Life-saving sprinklers have not been installed in schools despite government guidelines introduced three years ago recommending they should be fitted. Sprinklers stop fire from spreading and greatly reduce the chance of death or serious injury, says the Brigade. Fire chiefs are consulted on the plans for newly built or refurbished schools in the capital and according to the Brigade's figures, six out of 10 schools that have proposed building work in the last three years were not going to install sprinklers.
The figures are released to coincide with the publication of new guidance from the Brigade encouraging builders and developers to install sprinklers in schools, residential care homes, social housing and commercial premises.
Every year, one in eight schools suffers a serious arson attack.
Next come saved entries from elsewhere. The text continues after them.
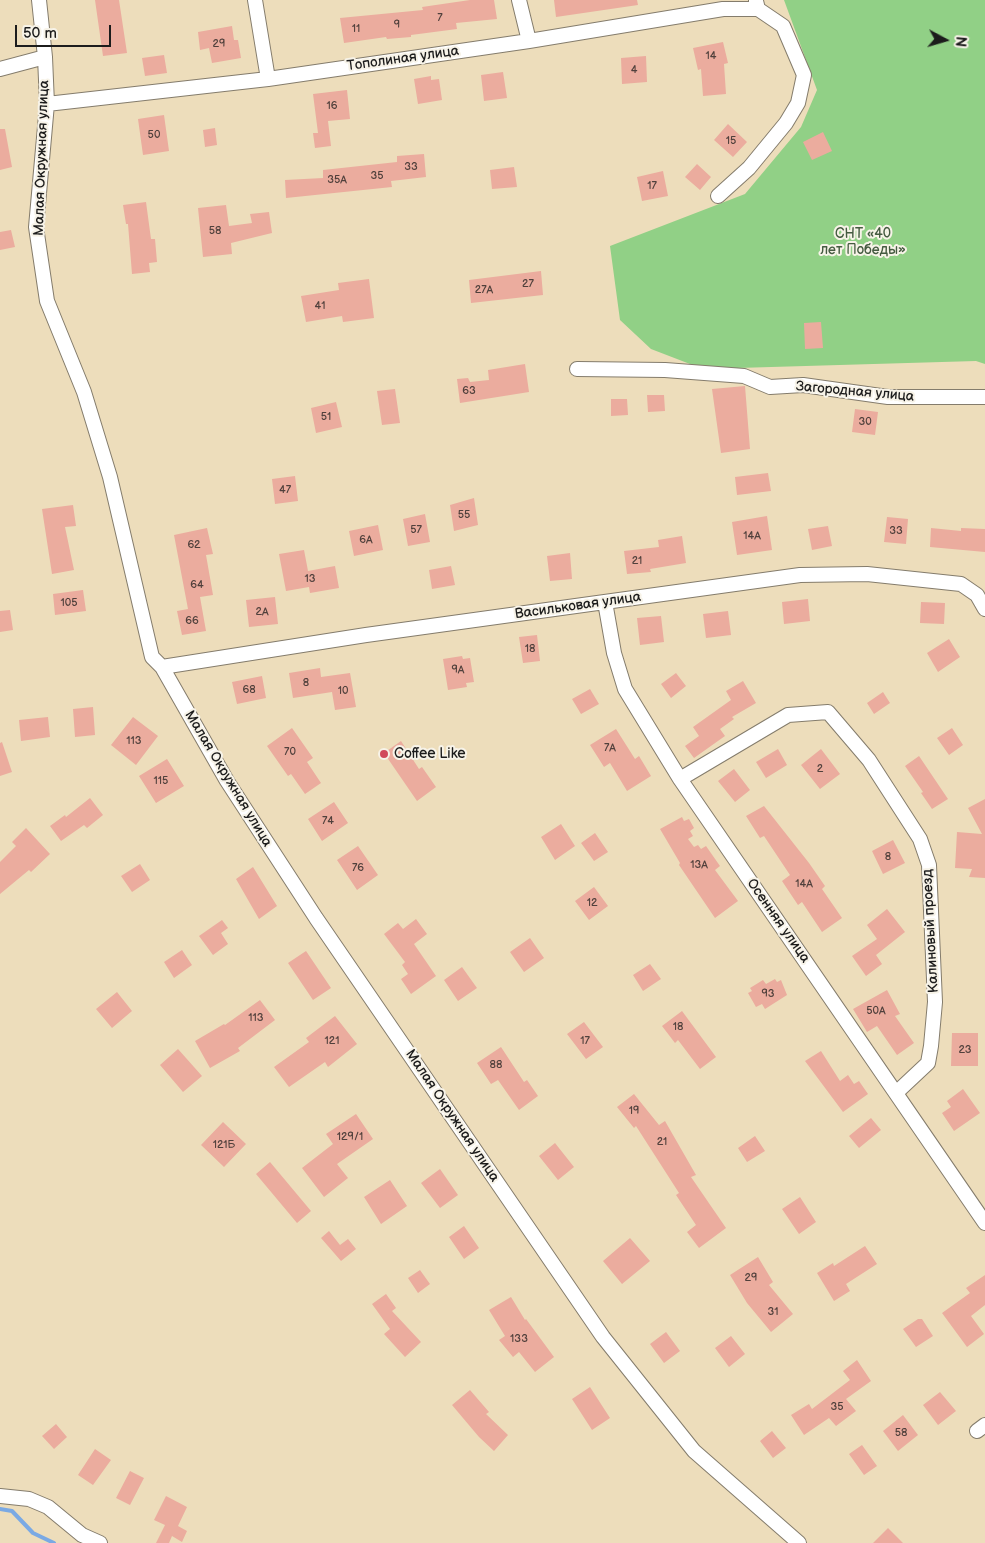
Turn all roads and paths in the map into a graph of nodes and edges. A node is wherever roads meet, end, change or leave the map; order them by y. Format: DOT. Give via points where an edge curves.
graph roads {
  1 [pos="39,0"];
  2 [pos="255,0"];
  3 [pos="519,0"];
  4 [pos="757,4"];
  5 [pos="529,41"];
  6 [pos="45,57"];
  7 [pos="0,69"];
  8 [pos="268,79"];
  9 [pos="46,104"];
  10 [pos="718,196"];
  11 [pos="577,369"];
  12 [pos="985,397"];
  13 [pos="605,602"];
  14 [pos="985,609"];
  15 [pos="162,667"];
  16 [pos="680,779"];
  17 [pos="896,1093"];
  18 [pos="985,1223"];
  19 [pos="0,1496"];
  20 [pos="100,1543"];
  21 [pos="799,1543"];
  1 -- 6 [label="street, Малая Окружная улица"];
  2 -- 8 [label="street"];
  3 -- 5 [label="street"];
  4 -- 5 [label="street, Тополиная улица"];
  4 -- 10 [label="street" via="783,26 804,75 798,103 786,123 749,168"];
  5 -- 8 [label="street, Тополиная улица"];
  6 -- 7 [label="street"];
  6 -- 9 [label="street, Малая Окружная улица"];
  8 -- 9 [label="street, Тополиная улица"];
  9 -- 15 [label="street, Малая Окружная улица" via="36,227 47,301 84,392 110,478 152,657"];
  11 -- 12 [label="street, Загородная улица" via="665,370 744,376 770,387 803,385 888,398"];
  13 -- 14 [label="street, Васильковая улица" via="800,575 867,574 962,584 977,595"];
  13 -- 15 [label="street, Васильковая улица"];
  13 -- 16 [label="street, Осенняя улица" via="614,653 625,689"];
  15 -- 21 [label="street, Малая Окружная улица" via="227,781 316,918 603,1337 694,1451"];
  16 -- 17 [label="street, Осенняя улица"];
  16 -- 17 [label="street, Калиновый проезд" via="788,715 828,712 869,760 920,839 929,865 935,1002 931,1046 928,1063"];
  17 -- 18 [label="street, Осенняя улица"];
  19 -- 20 [label="street" via="28,1499 48,1507 82,1534"];
}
The cost of school fires is around £65million with London accounting for over a third of the cost. As well as having a huge financial impact, these fires cause disruption to students, teachers and families and can have a devastating effect on the wider community.
Sprinklers can also significantly reduce the cost of repairing damage caused by a fire. If they are factored in at the design stage of a building or the refurbishment of an existing building, costs can be kept as low as one per cent of the original construction costs.
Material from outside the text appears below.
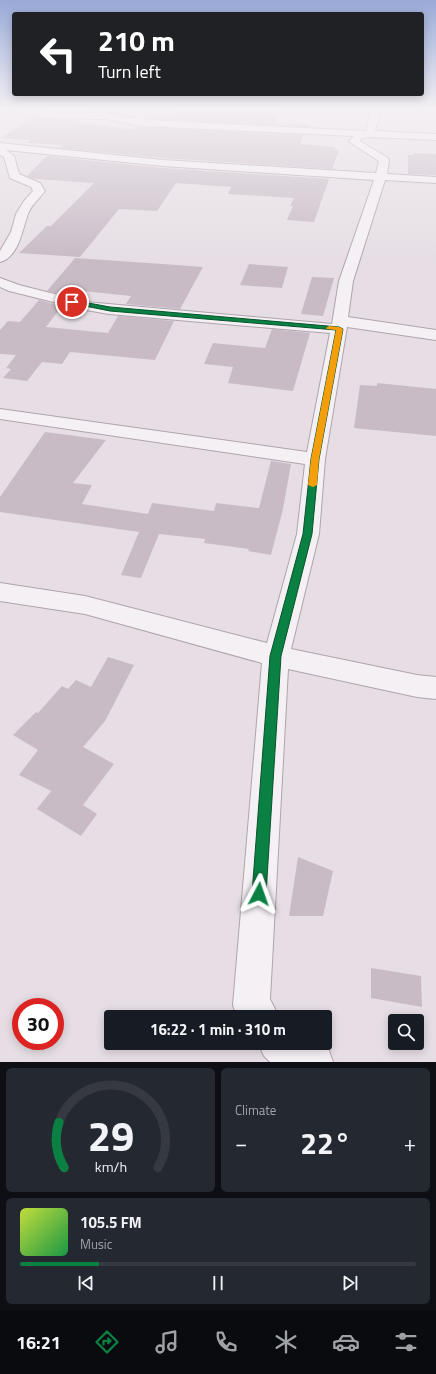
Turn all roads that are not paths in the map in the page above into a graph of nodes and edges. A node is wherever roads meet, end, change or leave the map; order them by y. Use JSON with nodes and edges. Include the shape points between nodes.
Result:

The guidelines appear in a new booklet called 'Think Sprinkler'. Over coming months, the Brigade will be sending copies of the booklet to architects, building managers, care home owners and social landlords. This will promote the benefits of sprinklers and encourage their installation.
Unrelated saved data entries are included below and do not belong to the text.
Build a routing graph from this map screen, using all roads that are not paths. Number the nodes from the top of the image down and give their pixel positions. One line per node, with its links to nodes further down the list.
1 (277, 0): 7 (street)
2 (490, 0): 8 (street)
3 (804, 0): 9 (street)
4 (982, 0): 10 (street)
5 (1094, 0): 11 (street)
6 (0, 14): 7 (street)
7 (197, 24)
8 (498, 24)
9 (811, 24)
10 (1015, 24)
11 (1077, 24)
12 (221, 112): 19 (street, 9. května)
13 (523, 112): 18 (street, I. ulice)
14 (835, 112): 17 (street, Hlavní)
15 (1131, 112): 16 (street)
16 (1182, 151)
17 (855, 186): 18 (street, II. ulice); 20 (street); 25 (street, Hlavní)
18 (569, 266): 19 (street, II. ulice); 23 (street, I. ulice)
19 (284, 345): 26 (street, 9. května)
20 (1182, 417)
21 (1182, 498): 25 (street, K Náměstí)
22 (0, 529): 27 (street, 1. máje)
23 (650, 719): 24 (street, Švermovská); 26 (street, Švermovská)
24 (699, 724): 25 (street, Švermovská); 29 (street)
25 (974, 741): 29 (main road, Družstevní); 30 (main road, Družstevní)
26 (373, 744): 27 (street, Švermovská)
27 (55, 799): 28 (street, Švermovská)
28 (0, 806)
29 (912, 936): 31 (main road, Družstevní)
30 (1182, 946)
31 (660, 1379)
Chairman of London Fire and Emergency Planning Authority's Community Safety Committee Cllr Susan Hall said: "It's time for building owners and developers to stop playing such a high risk game and gambling that there will never be a fire in their building. For too long architects and developers have ignored the overwhelming benefits of sprinklers in reducing the damage and potential loss of life a fire can cause.
"A fire that destroys a school or care home devastates the local community. Children are left to learn in temporary classrooms and the elderly lose their home. Owners and developers have a responsibility to protect people in the places where they live and work."